In true Splatterpunk style, there's an over-abundance of violence and horrible things happening to people, but Smith doesn't focus on these elements for very long. He's content to say what's happening, and give some punchy description of the aftermath, but unlike, say, Edward Lee (who never met a pile of grotesque he didn't want to put under a microscope with the magnification cranked up, oh, 40,000 or so times), he doesn't spend a lot of ink drilling what happened into the reader's head. There's a lot of "left to your imagination" here, and while this can be annoying, in this situation it really works. Remember, Smith is writing about low-budget horror films here -- the best way to save money is to reserve your special effects shots for the times when they're most effective.
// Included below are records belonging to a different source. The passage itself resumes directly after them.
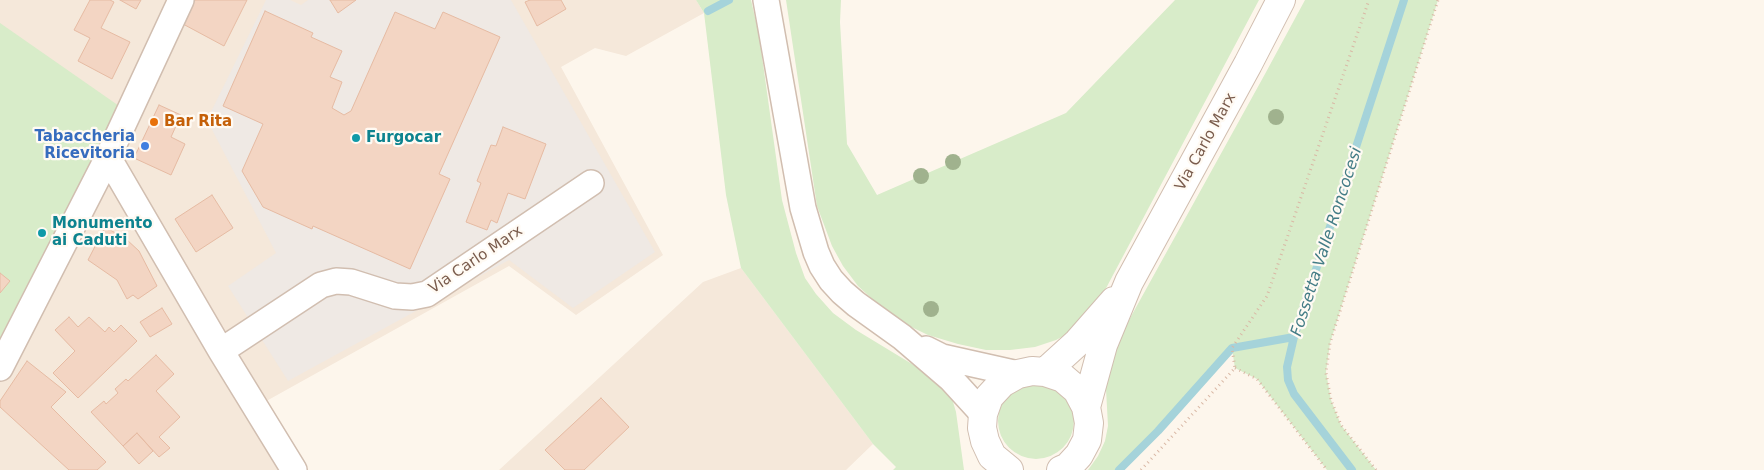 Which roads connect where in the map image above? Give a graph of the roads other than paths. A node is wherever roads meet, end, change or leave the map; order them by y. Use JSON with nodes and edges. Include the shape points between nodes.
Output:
{"nodes":[{"id":1,"x":181,"y":0,"type":"edge"},
{"id":2,"x":766,"y":0,"type":"edge"},
{"id":3,"x":1281,"y":0,"type":"edge"},
{"id":4,"x":108,"y":157,"type":"junction"},
{"id":5,"x":591,"y":183,"type":"dead end"},
{"id":6,"x":1129,"y":282,"type":"junction"},
{"id":7,"x":902,"y":337,"type":"junction"},
{"id":8,"x":221,"y":351,"type":"junction"},
{"id":9,"x":0,"y":368,"type":"edge"},
{"id":10,"x":1046,"y":372,"type":"junction"},
{"id":11,"x":1018,"y":374,"type":"junction"},
{"id":12,"x":1086,"y":407,"type":"junction"},
{"id":13,"x":983,"y":414,"type":"junction"},
{"id":14,"x":985,"y":441,"type":"junction"},
{"id":15,"x":294,"y":470,"type":"edge"},
{"id":16,"x":982,"y":470,"type":"edge"},
{"id":17,"x":1009,"y":470,"type":"edge"},
{"id":18,"x":1062,"y":470,"type":"edge"}],
"edges":[{"from":1,"to":4,"type":"street"},
{"from":2,"to":7,"type":"street","via":[[803,208],[816,252],[831,280],[842,292]]},
{"from":3,"to":6,"type":"street","name":"Via Carlo Marx"},
{"from":4,"to":8,"type":"street"},
{"from":4,"to":9,"type":"street"},
{"from":5,"to":8,"type":"street","name":"Via Carlo Marx","via":[[427,294],[395,296],[336,281],[321,286]]},
{"from":6,"to":10,"type":"street","name":"Via Carlo Marx","via":[[1078,342]]},
{"from":6,"to":12,"type":"street","name":"Via Carlo Marx","via":[[1104,345]]},
{"from":7,"to":11,"type":"street","via":[[942,357]]},
{"from":7,"to":13,"type":"street","via":[[951,379]]},
{"from":8,"to":15,"type":"street"},
{"from":10,"to":11,"type":"street"},
{"from":10,"to":12,"type":"street","via":[[1063,378],[1077,390]]},
{"from":11,"to":13,"type":"street","via":[[1002,383],[990,396]]},
{"from":12,"to":18,"type":"street","via":[[1089,423],[1087,440],[1079,455]]},
{"from":13,"to":14,"type":"street"},
{"from":14,"to":16,"type":"street"},
{"from":14,"to":17,"type":"street","via":[[992,456]]}]}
No need to use 120 gallons of corn syrup when a liter or two can work just as effectively and the audience's brain fills in the rest.
Besides, if he lingered on everything, The Late Night Horror Show would have run afoul of 400 pages, and that's far too long for this kind of thing.
I'm not saying The Late Night Horror Show is perfect, because it isn't. Many of the main protagonists are downright awful and hard to root for. There are some who come out of the other side when they really shouldn't have, and an attempt at redeeming one character who, before all the cinemassacring, committed a truly irredeemable act. But when all is said and done, I burned through all 266 pages in a single sitting. That's damn impressive, and I won't do that for just anybody. Smith kept me entertained and wondering how he was going to end it the whole way through, and even managed to surprise me with a couple of details towards the end. With as much horror fiction as I've read, that's hard to do, so I will happily give props to anyone who pulls it off.
Four awesomely bad straight-to-video Netflix streams out of five.